### What is needed
Below are some records. Retype exactly the lines from the one containing "thumb tip: (129, 294)" through the one containing "index tip: (220, 77)", both included, skipping every picture.

Joint position lists:
=-=-=

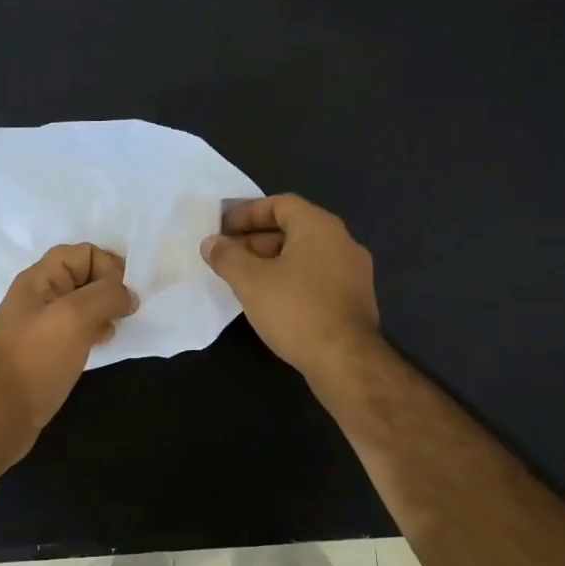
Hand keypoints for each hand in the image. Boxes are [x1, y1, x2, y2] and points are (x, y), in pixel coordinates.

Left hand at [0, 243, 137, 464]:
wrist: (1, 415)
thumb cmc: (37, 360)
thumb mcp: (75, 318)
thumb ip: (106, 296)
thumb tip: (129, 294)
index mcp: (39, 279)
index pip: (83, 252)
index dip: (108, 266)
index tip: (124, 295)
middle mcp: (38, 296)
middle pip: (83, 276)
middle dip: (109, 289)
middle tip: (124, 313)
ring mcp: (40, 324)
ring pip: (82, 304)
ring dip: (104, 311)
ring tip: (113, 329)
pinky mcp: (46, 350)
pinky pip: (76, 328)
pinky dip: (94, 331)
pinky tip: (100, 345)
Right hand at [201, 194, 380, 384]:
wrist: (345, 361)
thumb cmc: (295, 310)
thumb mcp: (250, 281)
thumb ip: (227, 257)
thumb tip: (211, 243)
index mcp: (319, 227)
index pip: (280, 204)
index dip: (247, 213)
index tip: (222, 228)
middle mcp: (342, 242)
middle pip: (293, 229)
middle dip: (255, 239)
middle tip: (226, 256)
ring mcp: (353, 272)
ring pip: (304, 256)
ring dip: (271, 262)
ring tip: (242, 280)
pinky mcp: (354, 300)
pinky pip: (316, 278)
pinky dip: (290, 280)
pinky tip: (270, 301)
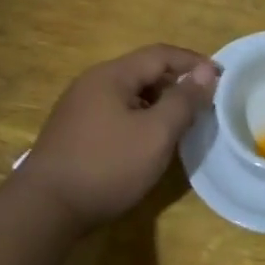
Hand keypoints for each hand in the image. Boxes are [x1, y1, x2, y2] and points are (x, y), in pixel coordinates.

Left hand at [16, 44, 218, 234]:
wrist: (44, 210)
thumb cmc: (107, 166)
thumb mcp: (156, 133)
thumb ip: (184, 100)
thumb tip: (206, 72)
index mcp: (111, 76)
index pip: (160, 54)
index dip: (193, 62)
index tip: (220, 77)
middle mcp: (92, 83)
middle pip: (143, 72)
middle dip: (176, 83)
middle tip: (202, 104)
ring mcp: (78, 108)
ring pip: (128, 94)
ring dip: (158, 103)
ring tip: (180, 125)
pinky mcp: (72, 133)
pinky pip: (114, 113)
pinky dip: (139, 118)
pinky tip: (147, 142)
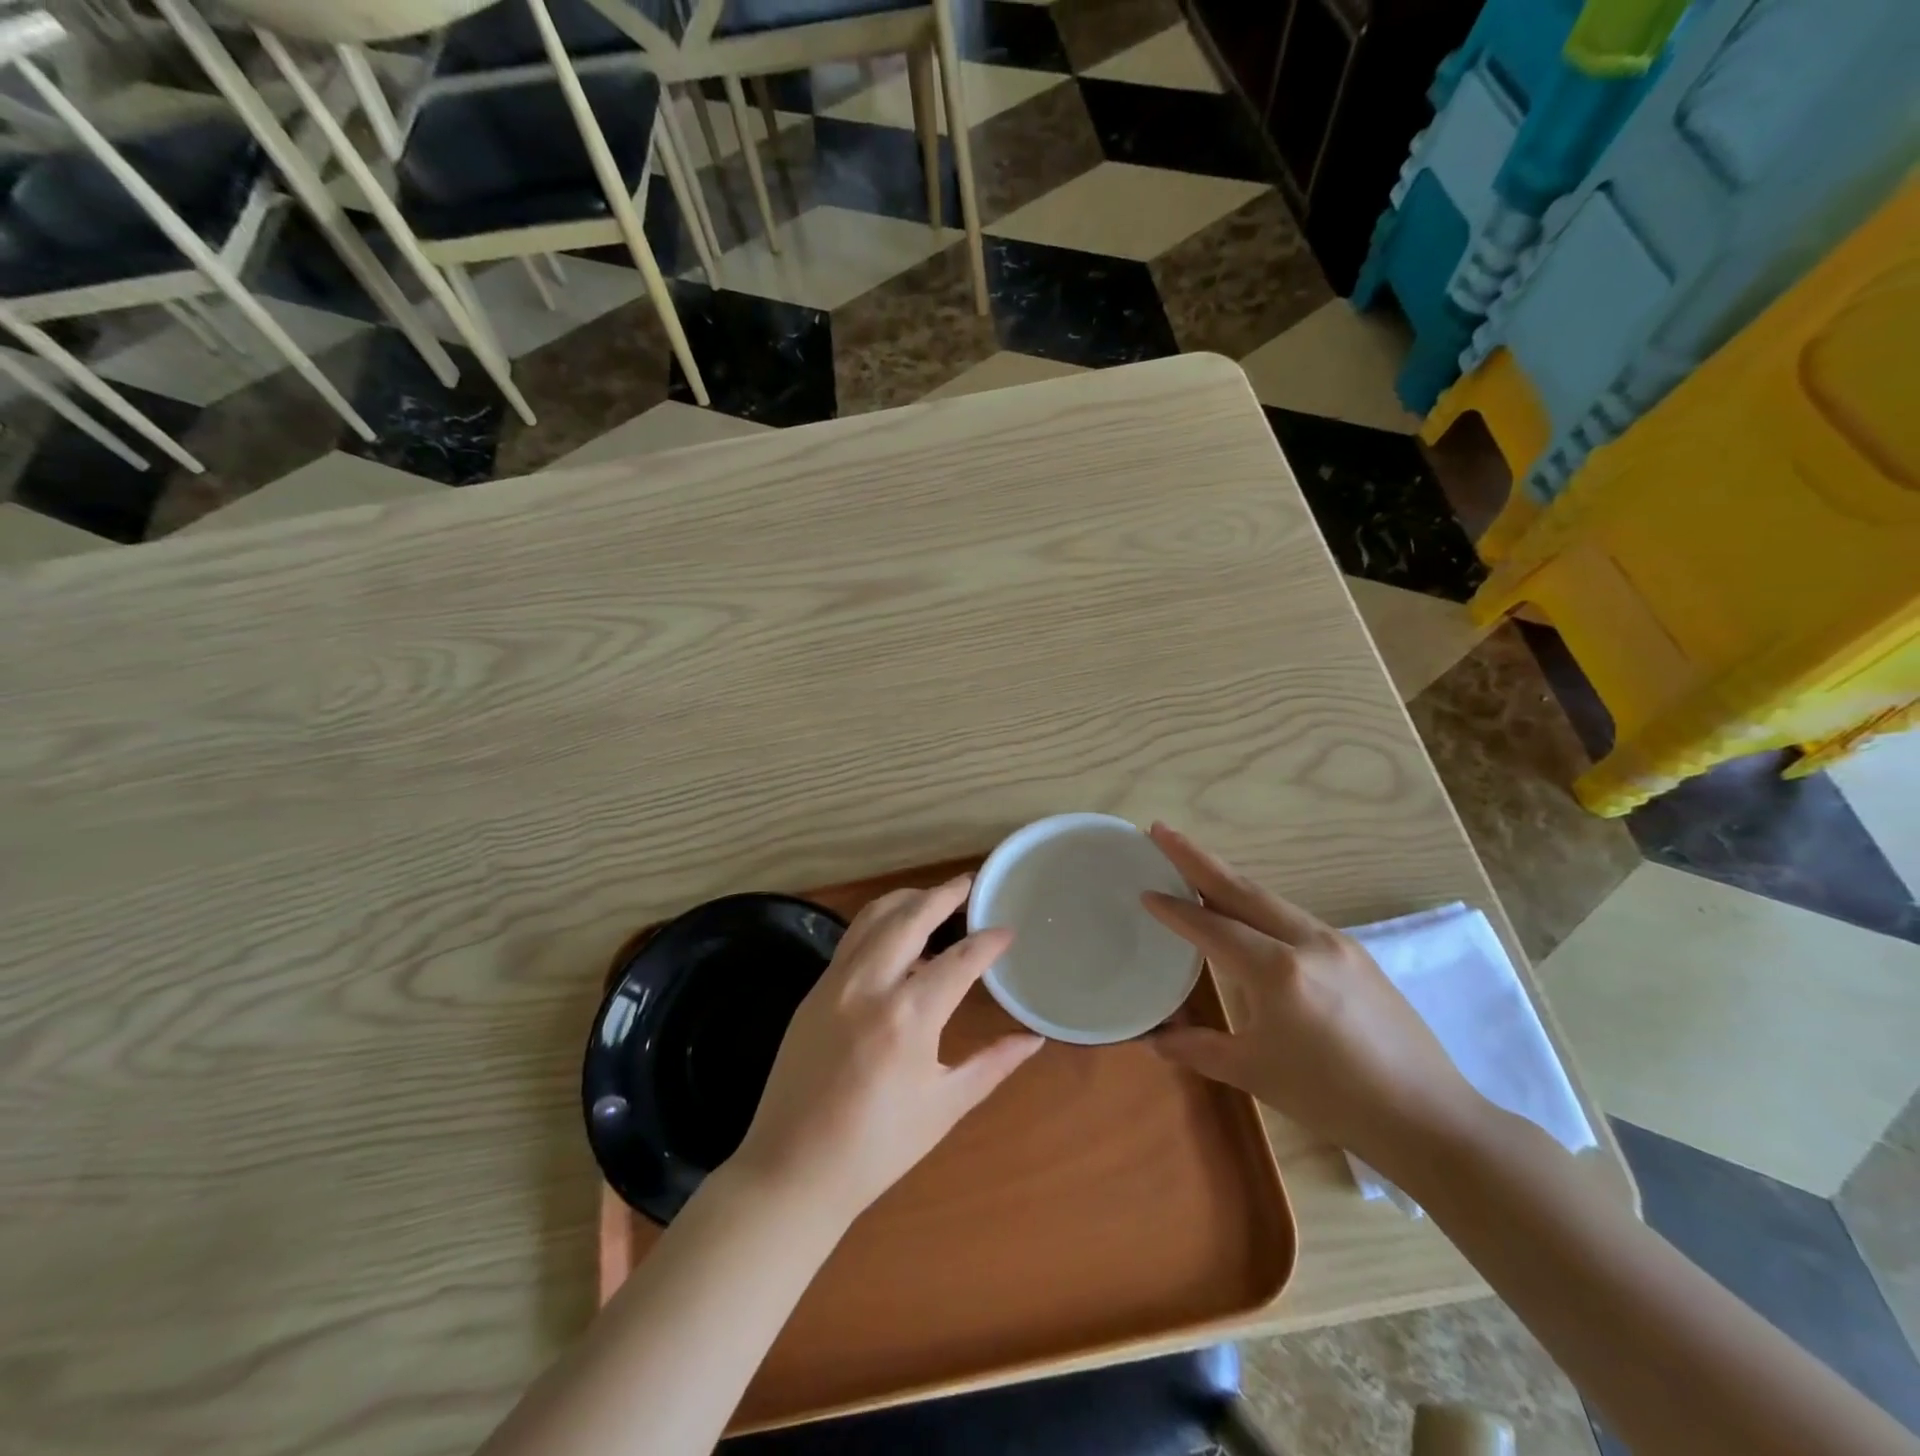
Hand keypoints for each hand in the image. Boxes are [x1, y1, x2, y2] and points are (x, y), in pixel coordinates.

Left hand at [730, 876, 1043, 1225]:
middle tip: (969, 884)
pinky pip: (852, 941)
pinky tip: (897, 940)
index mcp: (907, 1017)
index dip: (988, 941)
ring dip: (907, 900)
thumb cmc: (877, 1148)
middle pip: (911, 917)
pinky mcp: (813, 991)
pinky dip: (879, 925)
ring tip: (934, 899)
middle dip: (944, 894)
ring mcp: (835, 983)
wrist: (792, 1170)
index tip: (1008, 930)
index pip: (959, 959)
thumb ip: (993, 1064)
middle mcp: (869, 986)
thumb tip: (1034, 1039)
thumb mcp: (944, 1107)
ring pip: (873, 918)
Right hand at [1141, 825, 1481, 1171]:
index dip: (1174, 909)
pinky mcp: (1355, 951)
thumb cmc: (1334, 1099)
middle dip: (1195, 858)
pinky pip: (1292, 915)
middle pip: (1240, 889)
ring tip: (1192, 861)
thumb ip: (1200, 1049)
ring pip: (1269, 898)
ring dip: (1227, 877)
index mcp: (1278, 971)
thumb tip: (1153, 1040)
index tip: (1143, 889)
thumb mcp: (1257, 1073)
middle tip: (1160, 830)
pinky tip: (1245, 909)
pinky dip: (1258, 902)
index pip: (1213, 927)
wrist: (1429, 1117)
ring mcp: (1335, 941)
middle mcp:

=-=-=

### Result
thumb tip: (129, 294)
index mcp: (39, 279)
index pip: (83, 252)
index dip: (108, 266)
index tip: (124, 295)
middle mcp: (38, 296)
middle pip: (83, 276)
middle dip: (109, 289)
middle tip: (124, 313)
ring mcp: (40, 324)
ring pip: (82, 304)
ring dip: (104, 311)
ring tip: (113, 329)
pinky mcp: (46, 350)
pinky pip: (76, 328)
pinky dip: (94, 331)
pinky tip: (100, 345)
Right hand at [201, 194, 380, 384]:
wrist: (345, 361)
thumb cmc: (295, 310)
thumb mcp: (250, 281)
thumb ip: (227, 257)
thumb tip: (211, 243)
index mcp: (319, 227)
index pip: (280, 204)
index dip: (247, 213)
index tip: (222, 228)
middle mcp: (342, 242)
middle pip: (293, 229)
middle dip: (255, 239)
middle tip: (226, 256)
ring mcp: (353, 272)
ring pip: (304, 256)
ring dip: (271, 262)
ring tip: (242, 280)
pinky mcp: (354, 300)
pinky pip: (316, 278)
pinky dip: (290, 280)
pinky tip: (270, 301)
Hand keypoints for each hand in the image. Boxes are [x1, y1, x2, y2] and points are (x, y), in pixel coordinates.

Left hand at [16, 44, 218, 234]:
wrist: (44, 210)
thumb cmc: (107, 166)
thumb mcp: (156, 133)
thumb ip: (184, 100)
thumb tip: (206, 72)
index mcp: (111, 76)
index pip: (160, 54)
index dip: (193, 62)
index tip: (220, 77)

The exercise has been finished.